The Farmer’s Market will be buzzing with people preparing for fresh and healthy meals today. There is also a traditional drink that is made from 7 fruits and vegetables and consumed on this day. I wonder if that is where the famous juice V8 came from?

Another traditional food that is eaten on this day is Raw fish (  symbolic for success ) and Noodles ( symbolic for longevity).

What to do today:

  • Have Cake
  • Have a big bowl of noodles
  • Have a 7 Juice Drink……….Foodie Heaven !!

Day Six of Chinese New Year


“Fu” is certainly a lucky word for Chinese. It means fortune, luck, blessings and happiness. The tradition of pasting the character “Fu” on walls, doors and doorposts especially during Chinese New Year has existed among Chinese for such a long time.
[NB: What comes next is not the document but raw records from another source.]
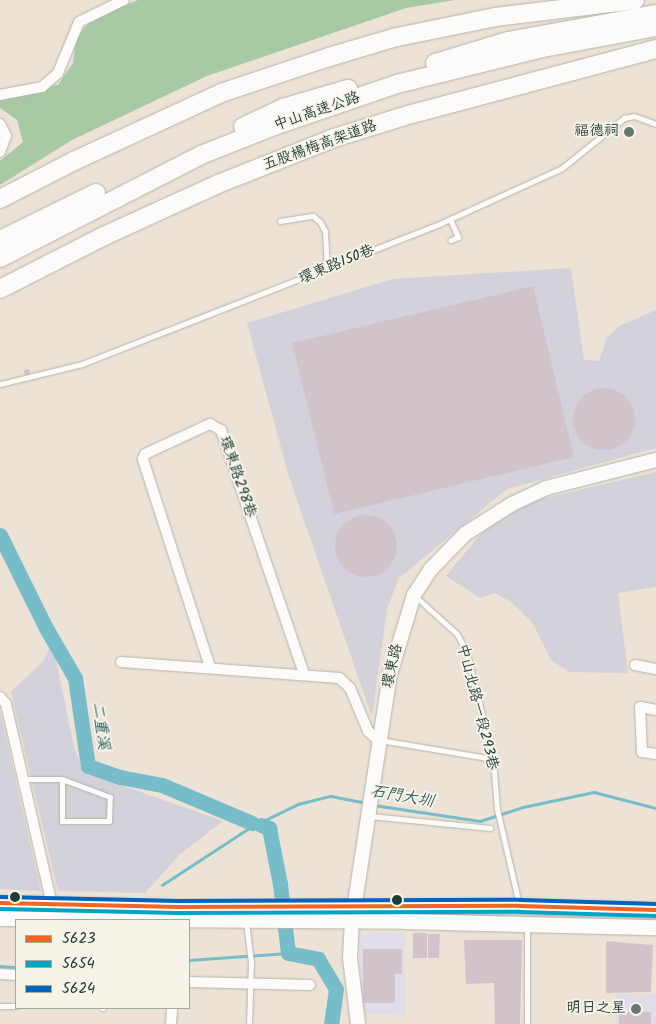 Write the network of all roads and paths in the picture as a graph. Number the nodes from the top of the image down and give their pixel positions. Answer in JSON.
{"nodes":[{"id":1,"x":124,"y":0,"type":"edge"},
{"id":2,"x":635,"y":0,"type":"edge"},
{"id":3,"x":656,"y":14,"type":"edge"},
{"id":4,"x":656,"y":27,"type":"edge"},
{"id":5,"x":656,"y":49,"type":"edge"},
{"id":6,"x":0,"y":95,"type":"edge"},
{"id":7,"x":0,"y":124,"type":"edge"},
{"id":8,"x":656,"y":124,"type":"edge"},
{"id":9,"x":0,"y":152,"type":"edge"},
{"id":10,"x":0,"y":199,"type":"edge"},
{"id":11,"x":450,"y":219,"type":"junction"},
{"id":12,"x":280,"y":221,"type":"dead end"},
{"id":13,"x":0,"y":240,"type":"edge"},
{"id":14,"x":451,"y":240,"type":"dead end"},
{"id":15,"x":0,"y":258,"type":"edge"},
{"id":16,"x":327,"y":269,"type":"junction"},
{"id":17,"x":0,"y":289,"type":"edge"},
{"id":18,"x":0,"y":384,"type":"edge"},
{"id":19,"x":656,"y":460,"type":"edge"},
{"id":20,"x":414,"y":595,"type":"junction"},
{"id":21,"x":121,"y":662,"type":"dead end"},
{"id":22,"x":635,"y":665,"type":"dead end"},
{"id":23,"x":210,"y":667,"type":"junction"},
{"id":24,"x":656,"y":669,"type":"edge"},
{"id":25,"x":304,"y":674,"type":"junction"},
{"id":26,"x":0,"y":697,"type":"edge"},
{"id":27,"x":656,"y":710,"type":"edge"},
{"id":28,"x":378,"y":740,"type":"junction"},
{"id":29,"x":656,"y":754,"type":"edge"},
{"id":30,"x":493,"y":759,"type":"junction"},
{"id":31,"x":23,"y":779,"type":"junction"},
{"id":32,"x":62,"y":779,"type":"junction"},
{"id":33,"x":368,"y":812,"type":"junction"},
{"id":34,"x":490,"y":828,"type":"dead end"},
{"id":35,"x":0,"y":903,"type":"edge"},
{"id":36,"x":355,"y":906,"type":"junction"},
{"id":37,"x":520,"y":906,"type":"junction"},
{"id":38,"x":656,"y":910,"type":"edge"},
{"id":39,"x":52,"y":912,"type":"junction"},
{"id":40,"x":0,"y":918,"type":"edge"},
{"id":41,"x":132,"y":919,"type":"edge"},
{"id":42,"x":190,"y":920,"type":"edge"},
{"id":43,"x":245,"y":921,"type":"junction"},
{"id":44,"x":352,"y":922,"type":"junction"},
{"id":45,"x":527,"y":923,"type":"junction"},
{"id":46,"x":656,"y":927,"type":"edge"},
{"id":47,"x":0,"y":974,"type":"edge"},
{"id":48,"x":15,"y":975,"type":"edge"},
{"id":49,"x":190,"y":982,"type":"edge"},
{"id":50,"x":250,"y":983,"type":"junction"},
{"id":51,"x":310,"y":985,"type":"dead end"},
{"id":52,"x":0,"y":1006,"type":"edge"},
{"id":53,"x":15,"y":1006,"type":"edge"},
{"id":54,"x":172,"y":1009,"type":"edge"},
{"id":55,"x":172,"y":1024,"type":"edge"},
{"id":56,"x":248,"y":1024,"type":"edge"},
{"id":57,"x":358,"y":1024,"type":"edge"},
{"id":58,"x":527,"y":1024,"type":"edge"}],
"edges":[{"from":1,"to":6,"type":"street"},
{"from":2,"to":10,"type":"highway"},
{"from":3,"to":13,"type":"highway","name":"中山高速公路"},
{"from":4,"to":15,"type":"highway","name":"中山高速公路"},
{"from":5,"to":17,"type":"highway","name":"五股楊梅高架道路"},
{"from":7,"to":9,"type":"street"},
{"from":8,"to":11,"type":"lane","name":"環東路150巷"},
{"from":11,"to":14,"type":"lane"},
{"from":11,"to":16,"type":"lane","name":"環東路150巷"},
{"from":12,"to":16,"type":"lane"},
{"from":16,"to":18,"type":"lane","name":"環東路150巷"},
{"from":19,"to":20,"type":"street","name":"環東路"},
{"from":20,"to":28,"type":"street","name":"環東路"},
{"from":20,"to":30,"type":"lane","name":"中山北路一段293巷"},
{"from":21,"to":23,"type":"street"},
{"from":22,"to":24,"type":"street"},
{"from":23,"to":25,"type":"street"},
{"from":23,"to":25,"type":"street","name":"環東路298巷"},
{"from":25,"to":28,"type":"street"},
{"from":26,"to":31,"type":"street"},
{"from":27,"to":29,"type":"street"},
{"from":28,"to":30,"type":"lane"},
{"from":28,"to":33,"type":"street","name":"環東路"},
{"from":30,"to":37,"type":"lane","name":"中山北路一段293巷"},
{"from":31,"to":32,"type":"lane"},
{"from":31,"to":39,"type":"street"},
{"from":32,"to":32,"type":"lane"},
{"from":33,"to":34,"type":"lane"},
{"from":33,"to":36,"type":"street","name":"環東路"},
{"from":35,"to":39,"type":"main road"},
{"from":36,"to":37,"type":"main road"},
{"from":36,"to":39,"type":"main road"},
{"from":36,"to":44,"type":"street","name":"環東路"},
{"from":37,"to":38,"type":"main road"},
{"from":39,"to":40,"type":"main road"},
{"from":39,"to":41,"type":"main road"},
{"from":42,"to":43,"type":"main road"},
{"from":43,"to":44,"type":"main road"},
{"from":43,"to":50,"type":"lane"},
{"from":44,"to":45,"type":"main road"},
{"from":44,"to":57,"type":"street","name":"環東路"},
{"from":45,"to":46,"type":"main road"},
{"from":45,"to":58,"type":"lane"},
{"from":47,"to":48,"type":"street"},
{"from":49,"to":50,"type":"street"},
{"from":50,"to":51,"type":"street"},
{"from":50,"to":56,"type":"lane"},
{"from":52,"to":53,"type":"lane"},
{"from":54,"to":55,"type":"street"}]}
Chinese like to paste the “Fu” character calligraphed on red paper upside down intentionally.

Fu(福) is written on the paper squares, which can be pasted normally or upside down, for in Chinese the “reversed fu” is homophonic with “fu dao le” pronounced as “fu comes”. The upside down fu becomes a pun that implies “good fortune has arrived”. Thus, the paper squares represent the “arrival” of spring and the “coming” of a prosperous year.

The two  legends of the origin of Upside-down “Fu” Character

It also said that Emperor Zhu Yuanzhang (founder of Ming dynasty) once used the character “fu(福)” as a hidden signal to prepare killing someone. The kind-hearted Empress Ma decided to eliminate the tragedy of killing, so she ordered everyone in the city to put a label with the character “fu 福” on the door of their house before the sun rises the next day.

Everyone followed Empress Ma´s order, but one family is illiterate and pasted the label with the character “fu 福” upside down. On the 2nd day, the emperor ordered his officer to go to the city and found that every family had pasted the label with the character “fu 福”, and with one family having the character “fu 福” upside down.

The emperor was very angry and ordered that family be executed. Empress Ma realized the incidence and told the emperor “that family knew you´re coming today, so purposely turn the label upside down. Isn´t that the same meaning as ´Luck arrives´?” After hearing this, the emperor immediately released the family and a tragedy was averted. From then on, people began to paste the label with the character “fu 福” with the purpose of hoping for auspiciousness, and another to honor Empress Ma.

Here is the other Legend…………………

During Spring Festival originate in Jiang Ziya of the Zhou Dynasty (11th Century-256 B.C.). When Jiang Ziya was made a god, his wife demanded to be made a goddess. “After I married you I was always in poverty in my life,” Lord Jiang said. “Seems you are destined to be poor. So let me appoint you as the Goddess of Poverty.”

Not knowing what being the Goddess of Poverty held in store for her, his wife was nevertheless happy about becoming a goddess. Cheerfully, she asked, “Now that I´m the Goddess of Poverty, where shall be my domain?” Jiang replied, “You are off limits wherever there is good fortune.”

When the residents got word of Jiang´s instruction, they wrote the character “fu”on paper and pasted it on the doors and windows of their houses to keep the Goddess of Poverty away. Thus pasting ´fu” during the Spring Festival became a Chinese tradition.

Have some fun today!

Print this blog post, and print out the different variations of “Fu”. Then hang it upside down and pace in a window or on your door.